(GIVEN INFORMATION)

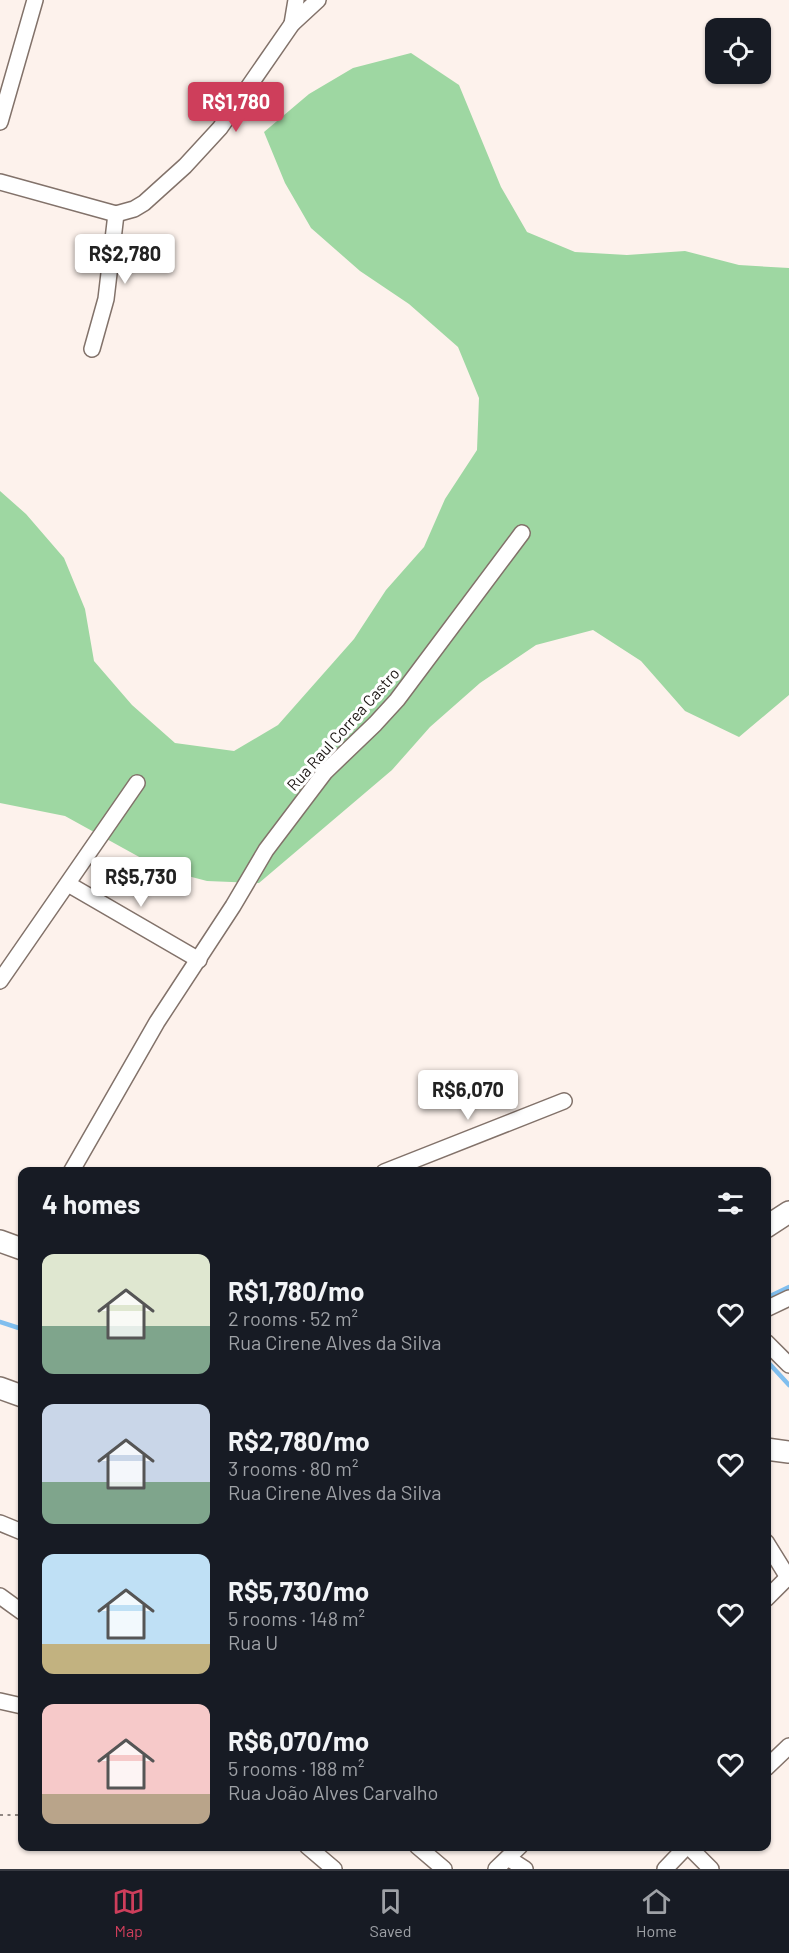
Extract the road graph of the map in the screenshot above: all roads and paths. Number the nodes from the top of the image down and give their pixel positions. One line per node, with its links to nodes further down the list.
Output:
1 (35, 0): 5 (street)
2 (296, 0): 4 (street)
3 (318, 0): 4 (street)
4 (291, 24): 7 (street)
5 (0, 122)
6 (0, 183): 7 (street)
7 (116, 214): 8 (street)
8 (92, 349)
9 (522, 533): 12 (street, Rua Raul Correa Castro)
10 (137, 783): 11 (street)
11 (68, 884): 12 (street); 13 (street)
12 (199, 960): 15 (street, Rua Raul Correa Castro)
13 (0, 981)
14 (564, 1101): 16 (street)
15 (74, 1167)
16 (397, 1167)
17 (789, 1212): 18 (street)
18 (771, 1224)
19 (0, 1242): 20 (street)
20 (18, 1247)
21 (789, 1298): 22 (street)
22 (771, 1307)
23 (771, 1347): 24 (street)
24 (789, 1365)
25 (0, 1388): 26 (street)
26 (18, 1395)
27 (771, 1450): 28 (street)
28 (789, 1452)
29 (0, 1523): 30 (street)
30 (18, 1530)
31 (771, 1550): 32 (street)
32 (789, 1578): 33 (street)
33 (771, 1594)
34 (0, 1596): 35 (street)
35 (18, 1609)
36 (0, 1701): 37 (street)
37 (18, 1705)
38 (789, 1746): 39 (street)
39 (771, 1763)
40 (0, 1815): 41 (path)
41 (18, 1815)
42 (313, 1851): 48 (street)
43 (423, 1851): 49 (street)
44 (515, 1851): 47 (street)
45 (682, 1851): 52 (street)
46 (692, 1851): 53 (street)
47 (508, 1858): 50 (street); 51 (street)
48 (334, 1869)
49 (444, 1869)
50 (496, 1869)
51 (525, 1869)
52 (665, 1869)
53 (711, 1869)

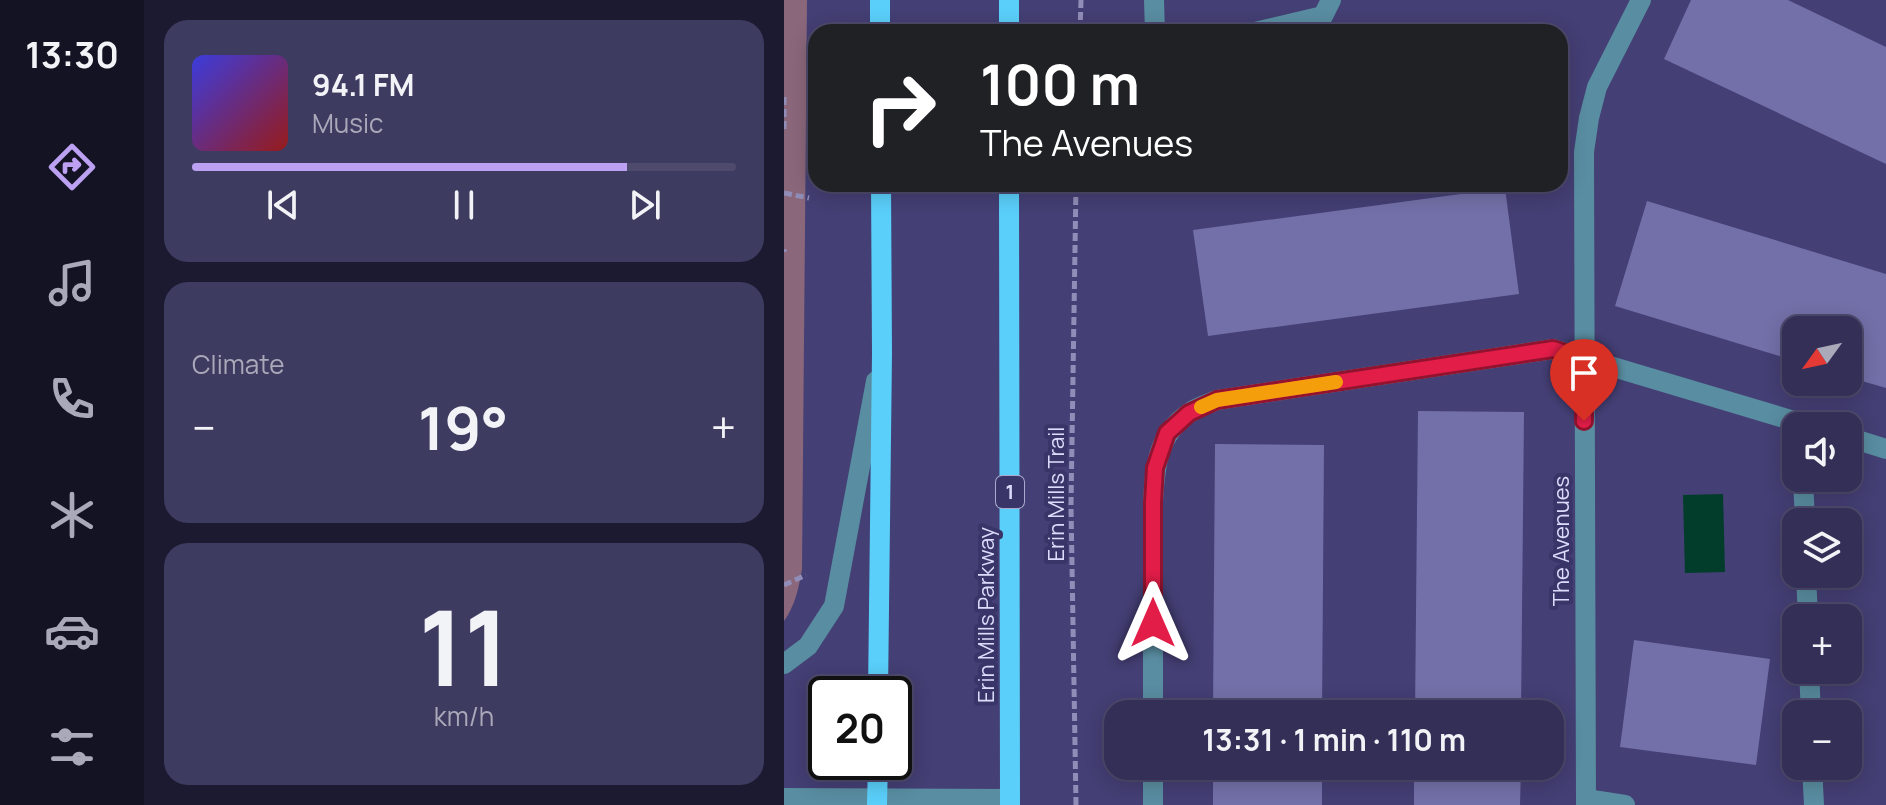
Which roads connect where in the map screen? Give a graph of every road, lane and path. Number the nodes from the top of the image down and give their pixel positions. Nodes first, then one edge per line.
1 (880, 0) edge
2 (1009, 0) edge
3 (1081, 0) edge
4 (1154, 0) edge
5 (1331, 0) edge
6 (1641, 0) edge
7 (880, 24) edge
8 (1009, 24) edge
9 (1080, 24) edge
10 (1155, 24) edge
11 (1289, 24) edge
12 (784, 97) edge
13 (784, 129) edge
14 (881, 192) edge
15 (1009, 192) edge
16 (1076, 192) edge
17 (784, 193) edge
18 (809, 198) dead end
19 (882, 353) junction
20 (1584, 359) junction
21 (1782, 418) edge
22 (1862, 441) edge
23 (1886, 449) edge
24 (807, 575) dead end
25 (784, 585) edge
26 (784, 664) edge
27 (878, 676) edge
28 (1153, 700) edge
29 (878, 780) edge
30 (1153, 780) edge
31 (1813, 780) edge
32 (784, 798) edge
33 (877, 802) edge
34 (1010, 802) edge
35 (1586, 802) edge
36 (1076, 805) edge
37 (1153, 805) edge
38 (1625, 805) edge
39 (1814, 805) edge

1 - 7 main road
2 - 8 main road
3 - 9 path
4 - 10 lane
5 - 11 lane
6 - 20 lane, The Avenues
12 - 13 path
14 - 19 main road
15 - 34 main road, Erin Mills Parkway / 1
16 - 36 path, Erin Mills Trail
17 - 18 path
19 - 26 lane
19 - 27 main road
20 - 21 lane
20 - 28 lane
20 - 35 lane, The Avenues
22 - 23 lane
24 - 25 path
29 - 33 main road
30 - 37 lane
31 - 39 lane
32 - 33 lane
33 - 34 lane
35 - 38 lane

(End GIVEN INFORMATION)

WHAT THE TASK ASKS
Say only how many lines in the records carry the word "dead".

OUTPUT BELOW
2